Recently, I have had strange longings to be a policeman. It is a phase which passes as swiftly as it comes, but for seconds at a time, I daydream of being a part of the thin blue line, civilization’s helm and hauberk, ensuring order on the streets, face-to-face and unflinching with the malodorous and the many-headed. You may have guessed that I have been watching the footage of the British students rioting at the prospect of having to pay for their own education.

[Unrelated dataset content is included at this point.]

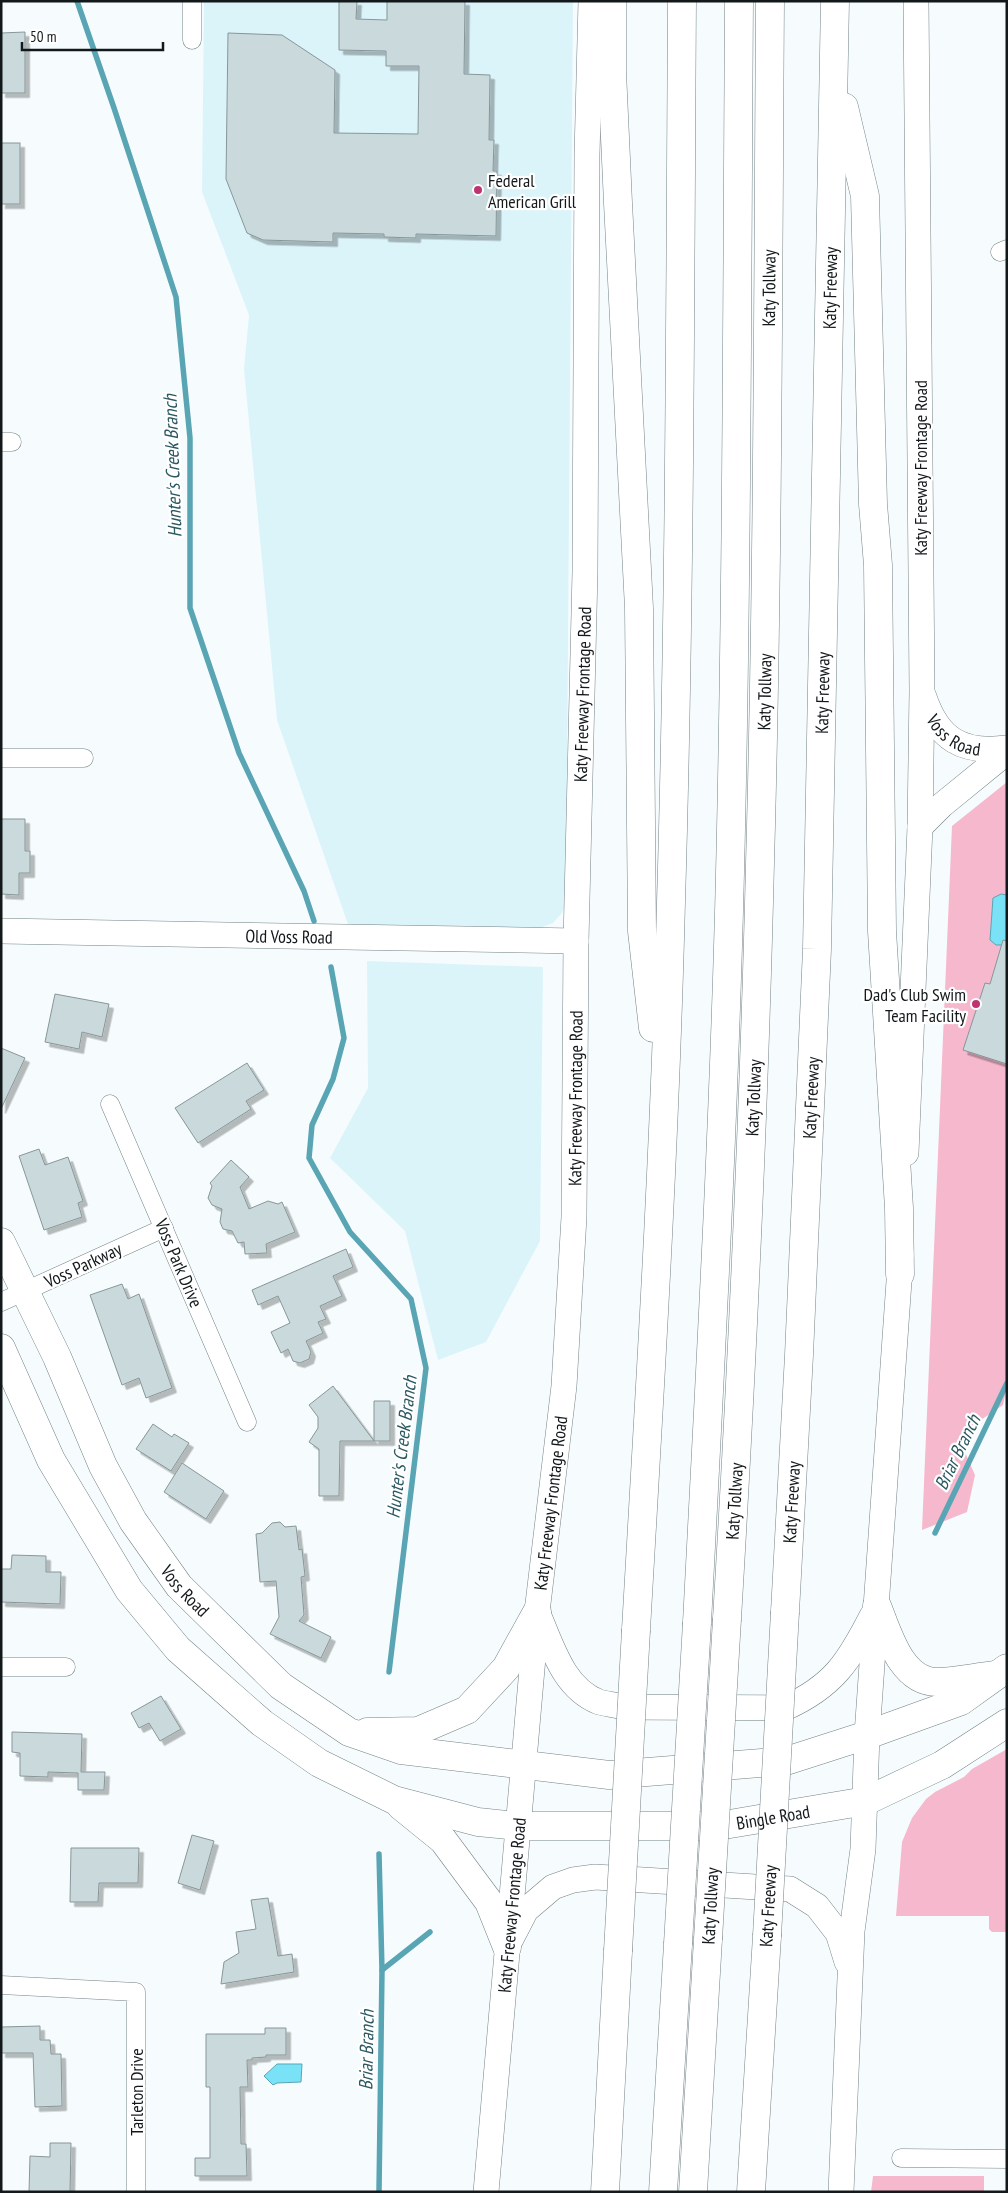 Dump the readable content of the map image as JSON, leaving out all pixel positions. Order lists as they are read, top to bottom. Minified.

The selfishness of the cause is the most annoying characteristic. This is no well-intentioned idealism, like the march against Iraq—this is about the high-earners of the future moaning that they cannot be expected to help defray the costs of the vastly expensive education from which they will be the only direct beneficiaries. And few things could be more guaranteed to raise the warning hackles of sensible observers than tidings like these, culled from a BBC report on a sit-in at University College London—
Philosopher Noam Chomsky has sent his regards from the United States. Billy Bragg, whose albums are older than many of his audience, has put in an appearance.
Leaving aside the shabbiness of the cause and the awfulness of its celeb supporters, I have been unusually irritated by the nauseating sight of vast numbers of Tarquins and Aramintas punching the SW1 air, waving Socialist Worker Party placards, spouting ignorant clichés, spitting and throwing fire extinguishers and masonry at police, smashing things that don’t belong to them, rocking Charles’s and Camilla’s car while shouting “Off with their heads!”—and then running whimpering to the media because they had to stand around for a couple of hours in the cold, or one of their number has unfortunately put his egg-shaped cranium into the path of a descending baton.

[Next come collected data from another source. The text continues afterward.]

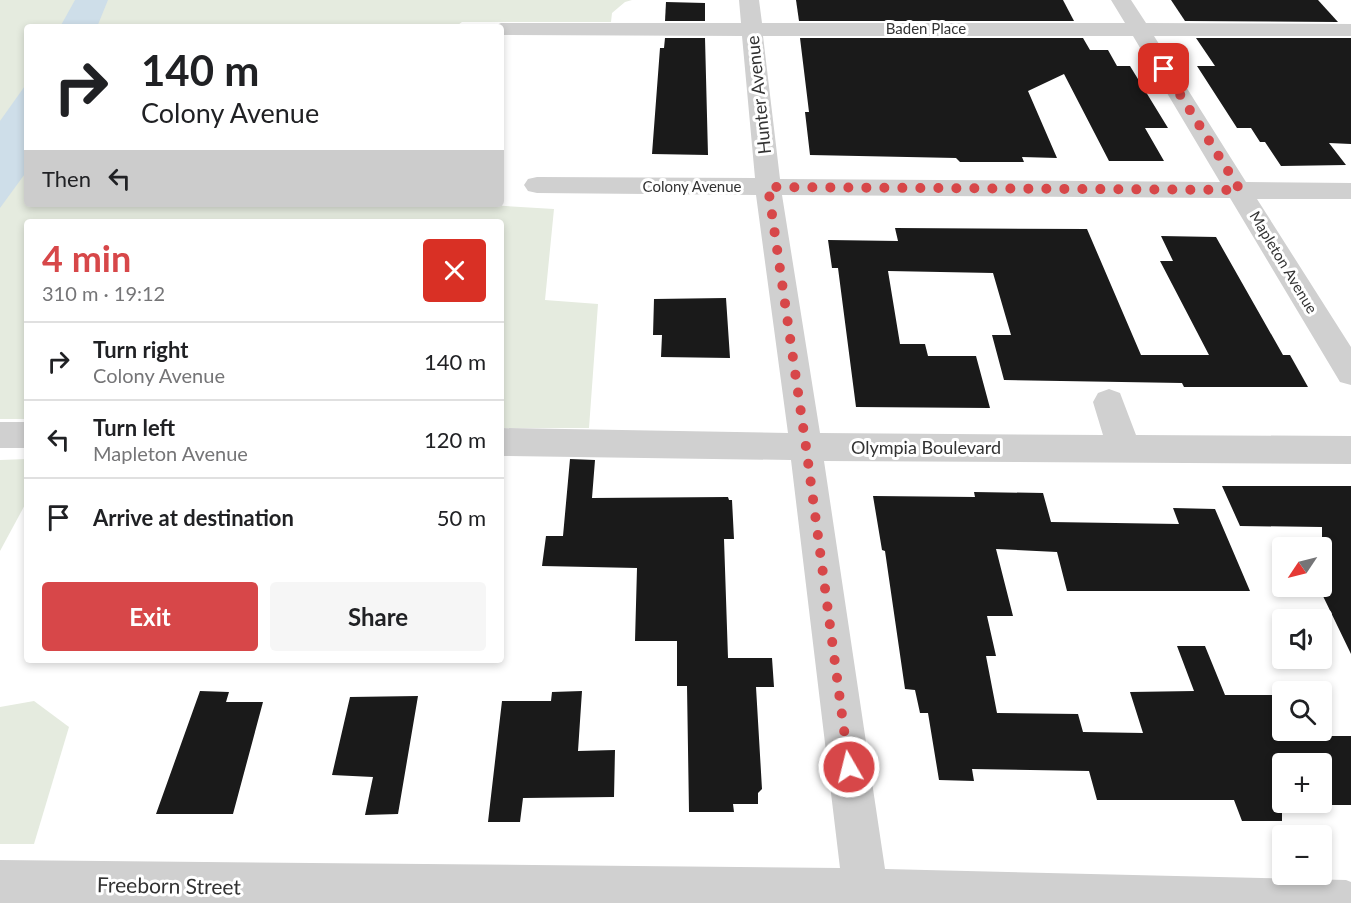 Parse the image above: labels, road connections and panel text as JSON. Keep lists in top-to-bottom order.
{
  "streets": {
    "street": [
      "Baden Place",
      "Hunter Avenue",
      "Colony Avenue",
      "Mapleton Avenue",
      "Olympia Boulevard",
      "Freeborn Street"
    ]
  },
  "crossings": [
    ["Baden Place", "Hunter Avenue"],
    ["Baden Place", "Mapleton Avenue"],
    ["Hunter Avenue", "Colony Avenue"],
    ["Hunter Avenue", "Olympia Boulevard"],
    ["Hunter Avenue", "Freeborn Street"],
    ["Colony Avenue", "Mapleton Avenue"]
  ],
  "north": "bottom left",
  "page": {
    "turn": ["140 m", "Colony Avenue"],
    "then": "Then",
    "heading": ["4 min", "310 m · 19:12"],
    "list": [
      {
        "name": "Turn right",
        "note": "Colony Avenue",
        "value": "140 m"
      },
      {
        "name": "Turn left",
        "note": "Mapleton Avenue",
        "value": "120 m"
      },
      {
        "name": "Arrive at destination",
        "value": "50 m"
      }
    ],
    "map_buttons": ["+", "−"],
    "buttons": ["Exit", "Share"]
  }
}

I have never been a student, but I am strongly in favor of those who study worthwhile subjects at worthwhile universities. I could see myself as one of the medical students who saved Notre Dame from the flames in 1789, or a member of one of those sash-wearing German Burstenschäften that harmonizes songs about the Thirty Years War whilst downing industrial quantities of lager.
I am also aware that the police are not always right and rioters’ causes not always wrong. I hope I would have had the courage to be a rioter in Tiananmen Square in 1989, standing up to the rolling tanks like the truly courageous and principled Liu Xiaobo, deservedly awarded the Nobel Peace Prize this month.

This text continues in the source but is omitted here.